Haïti : l’opposition plurielle crie à l’échec du CPT mais rêve déjà du pouvoir

À moins de cinq mois de la fin du mandat du Conseil Présidentiel de Transition (CPT), l’opposition dite « plurielle » multiplie les déclarations chocs. Mais derrière l’indignation affichée, beaucoup y voient surtout un calcul opportuniste qui risque de replonger le pays dans les erreurs du passé.

Réunis à Delmas, vendredi 19 septembre, plusieurs leaders de l’opposition ont dénoncé ce qu’ils appellent « l’échec patent » du CPT. Certains ont même promis de « prendre leurs responsabilités », une formule ambiguë laissant planer l’ombre d’une mobilisation de rue, voire d’un recours à la force.

Cette rhétorique rappelle de sombres souvenirs : transitions chaotiques, ambitions démesurées, effondrement des institutions.

Des leçons oubliées

Paradoxalement, nombre de ceux qui dénoncent aujourd’hui le CPT sont d’anciens acteurs du système.

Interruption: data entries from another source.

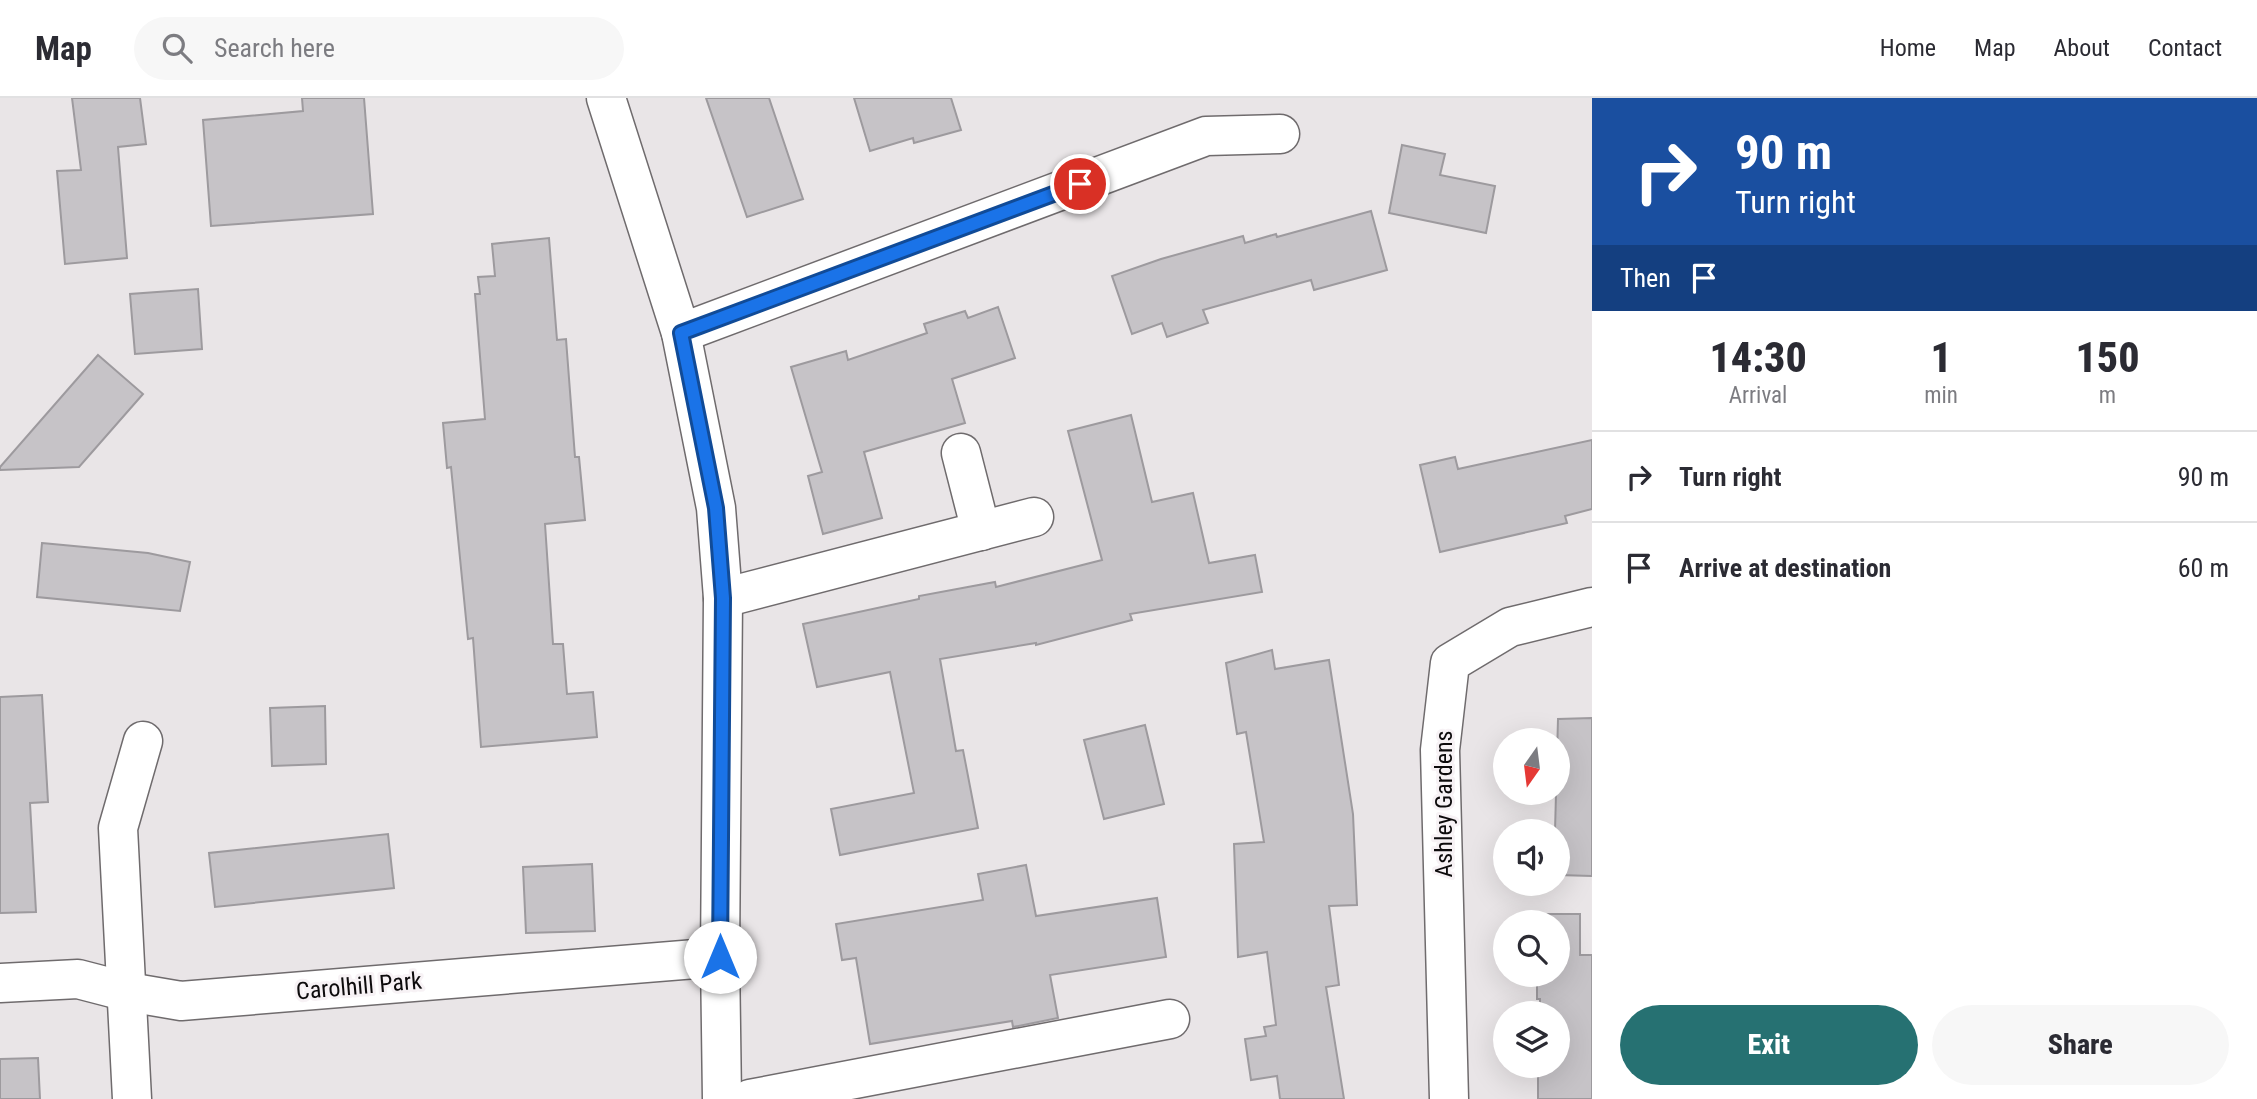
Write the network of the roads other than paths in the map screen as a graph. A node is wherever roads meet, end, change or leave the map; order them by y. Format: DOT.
graph roads {
  1 [pos="606,98"];
  2 [pos="1280,134"];
  3 [pos="681,333"];
  4 [pos="961,453"];
  5 [pos="1034,517"];
  6 [pos="981,531"];
  7 [pos="723,598"];
  8 [pos="1592,607"];
  9 [pos="143,741"];
  10 [pos="720,957"];
  11 [pos="0,983"];
  12 [pos="128,992"];
  13 [pos="1170,1019"];
  14 [pos="132,1099"];
  15 [pos="722,1099"];
  16 [pos="750,1099"];
  17 [pos="1449,1099"];
  1 -- 3 [label="street"];
  2 -- 3 [label="street"];
  3 -- 7 [label="street"];
  4 -- 6 [label="street"];
  5 -- 6 [label="street"];
  6 -- 7 [label="street"];
  7 -- 10 [label="street"];
  8 -- 17 [label="street, Ashley Gardens"];
  9 -- 12 [label="street"];
  10 -- 12 [label="street, Carolhill Park"];
  10 -- 15 [label="street"];
  11 -- 12 [label="street, Carolhill Park"];
  12 -- 14 [label="street"];
  13 -- 16 [label="street"];
}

Leur passé est marqué par l’absence de réformes, la défense de privilèges et le sabotage des dialogues nationaux.

Derrière l’indignation, beaucoup voient surtout une opposition divisée, sans vision claire et minée par ses propres contradictions.

Le spectre d’un coup de force

Plus troublantes encore sont les menaces voilées contre l’ordre institutionnel. M. Jeantel Joseph, figure de cette mouvance, a même lancé un appel à la jeunesse en invoquant l’exemple népalais. Mais ce discours séduit peu.

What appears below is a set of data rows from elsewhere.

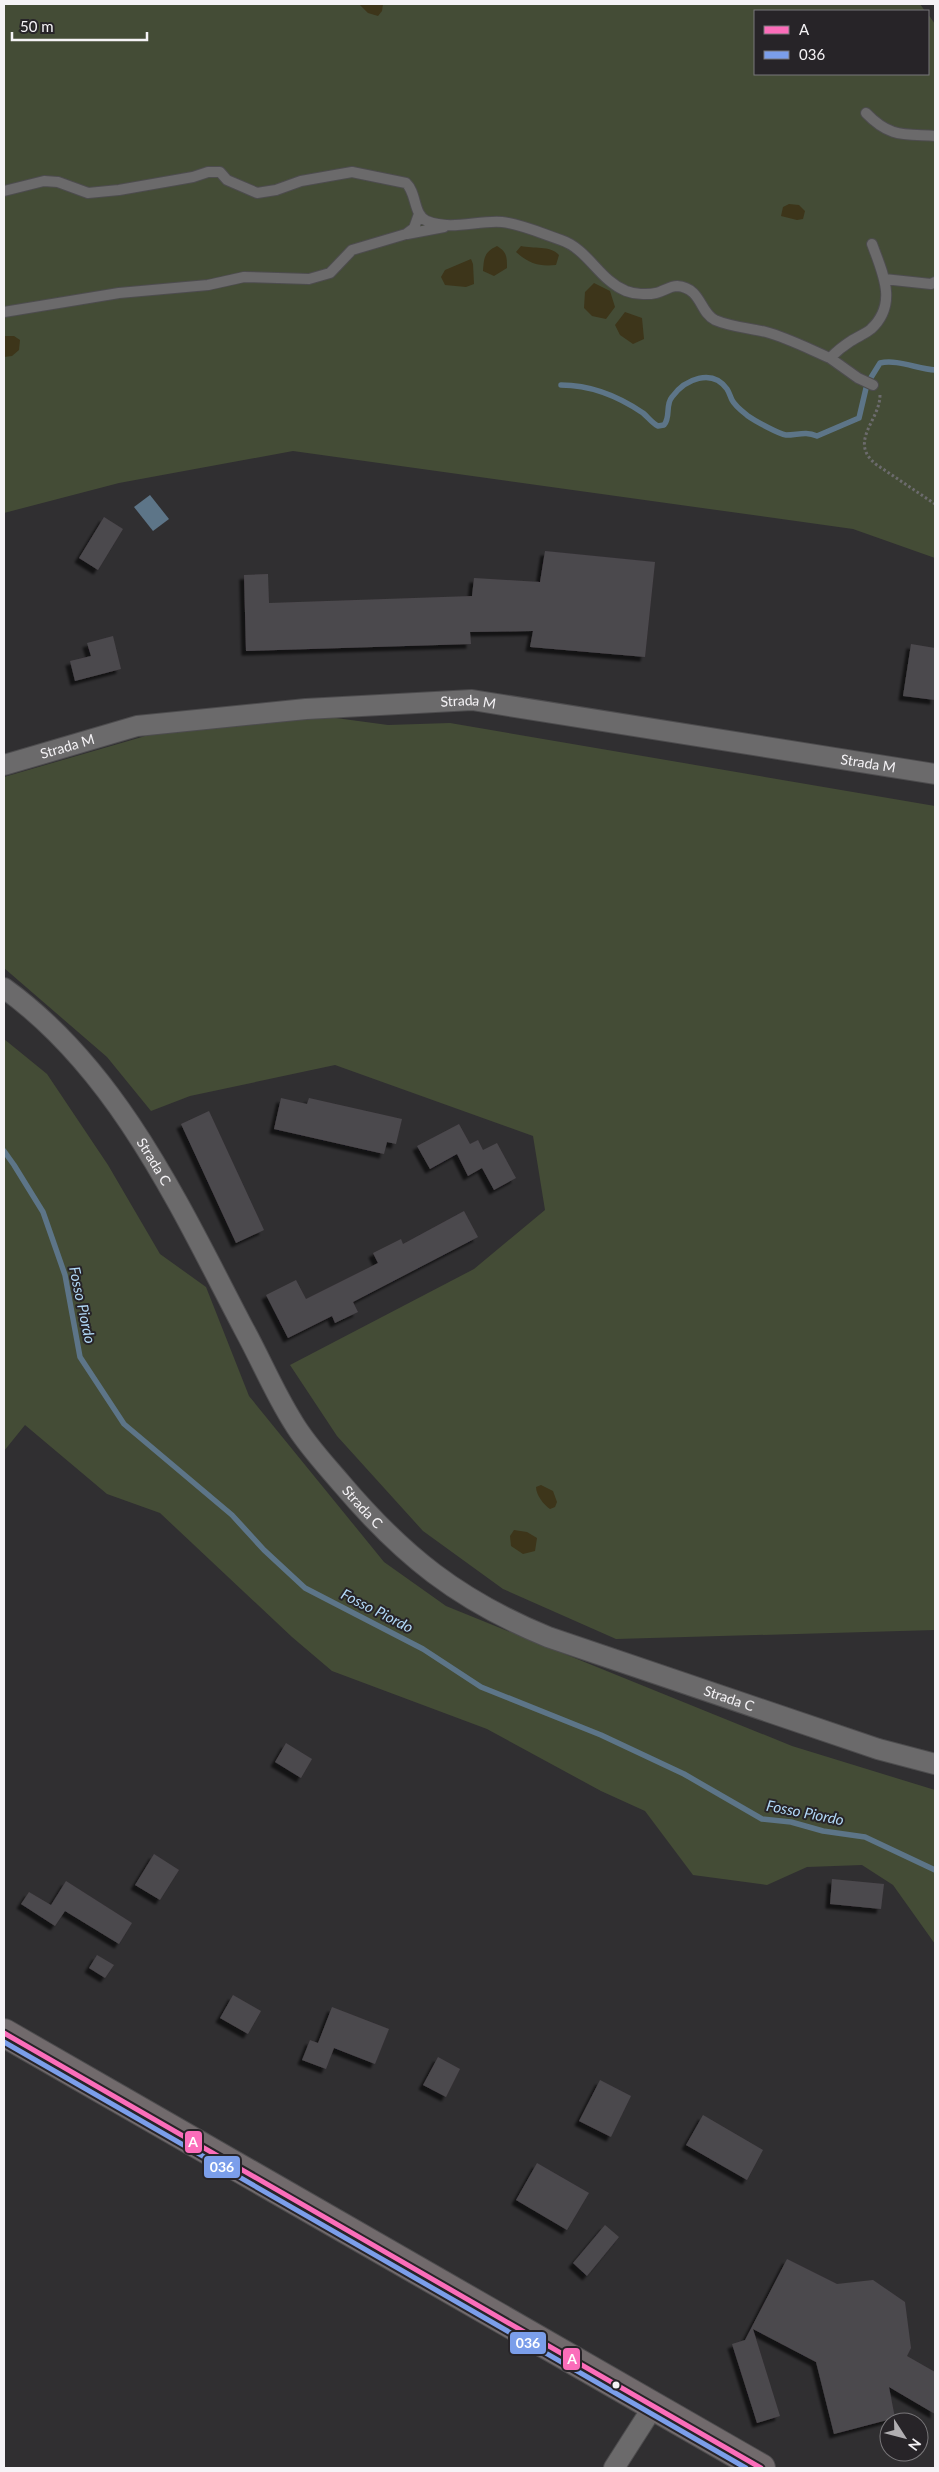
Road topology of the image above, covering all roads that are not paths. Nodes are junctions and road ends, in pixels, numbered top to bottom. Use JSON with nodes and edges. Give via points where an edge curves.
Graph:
{"nodes":[{"id":1,"x":866,"y":113,"type":"dead end"},
{"id":2,"x":935,"y":136,"type":"edge"},
{"id":3,"x":4,"y":191,"type":"edge"},
{"id":4,"x":419,"y":214,"type":"junction"},
{"id":5,"x":450,"y":226,"type":"junction"},
{"id":6,"x":406,"y":234,"type":"junction"},
{"id":7,"x":872,"y":244,"type":"dead end"},
{"id":8,"x":884,"y":280,"type":"junction"},
{"id":9,"x":935,"y":282,"type":"edge"},
{"id":10,"x":4,"y":312,"type":"edge"},
{"id":11,"x":830,"y":358,"type":"junction"},
{"id":12,"x":869,"y":383,"type":"road end"},
{"id":13,"x":4,"y":765,"type":"edge"},
{"id":14,"x":935,"y":774,"type":"edge"},
{"id":15,"x":4,"y":988,"type":"edge"},
{"id":16,"x":935,"y":1764,"type":"edge"},
{"id":17,"x":4,"y":2033,"type":"edge"},
{"id":18,"x":653,"y":2407,"type":"junction"},
{"id":19,"x":614,"y":2468,"type":"edge"},
{"id":20,"x":761,"y":2468,"type":"edge"}],
"edges":[{"from":1,"to":2,"type":"lane","via":[[886,131],[902,136]]},
{"from":3,"to":4,"type":"lane","via":[[44,181],[58,182],[88,193],[220,172],[227,180],[257,194],[301,181],[352,172],[406,183],[412,189]]},
{"from":4,"to":5,"type":"lane","via":[[426,221]]},
{"from":4,"to":6,"type":"lane","via":[[414,228]]},
{"from":5,"to":6,"type":"lane"},
{"from":5,"to":11,"type":"lane","via":[[503,222],[564,241],[588,257],[606,279],[626,291],[654,294],[676,286],[692,291],[712,318],[768,333]]},
{"from":6,"to":10,"type":"lane","via":[[352,250],[330,273],[309,279],[244,277],[208,285],[119,293]]},
{"from":7,"to":8,"type":"lane"},
{"from":8,"to":9,"type":"lane"},
{"from":8,"to":11,"type":"lane","via":[[887,296],[884,315],[870,330]]},
{"from":11,"to":12,"type":"lane"},
{"from":13,"to":14,"type":"street","name":"Strada M","via":[[137,726],[306,709],[472,700]]},
{"from":15,"to":16,"type":"street","name":"Strada C","via":[[67,1043],[116,1103],[151,1156],[294,1424],[362,1508],[403,1550],[467,1598],[527,1628],[878,1749]]},
{"from":17,"to":18,"type":"main road"},
{"from":18,"to":19,"type":"street"},
{"from":18,"to":20,"type":"main road"}]}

« Bourik ap sispann travay bay chwal galon », rétorque Edrice Luma, jeune militant social, dénonçant l’hypocrisie de ceux qui se prétendent porteurs de renouveau.

Le peuple oublié

Alors que la violence explose, que l’économie s’écroule et que des milliers de jeunes quittent Haïti, l’opposition semble davantage obsédée par ses calculs politiciens que par de vraies solutions.

Le peuple, pris en étau entre un CPT fragile et une opposition revancharde, risque encore de payer le prix fort.

Le pays n’a pas besoin d’un nouveau soulèvement maquillé en contestation citoyenne. Il lui faut des acteurs responsables, des projets solides et des résultats concrets.

Car pendant que les gangs gagnent du terrain et que plus d’un million de déplacés survivent dans la misère, une opposition sans feuille de route ne fait qu’aggraver la paralysie nationale.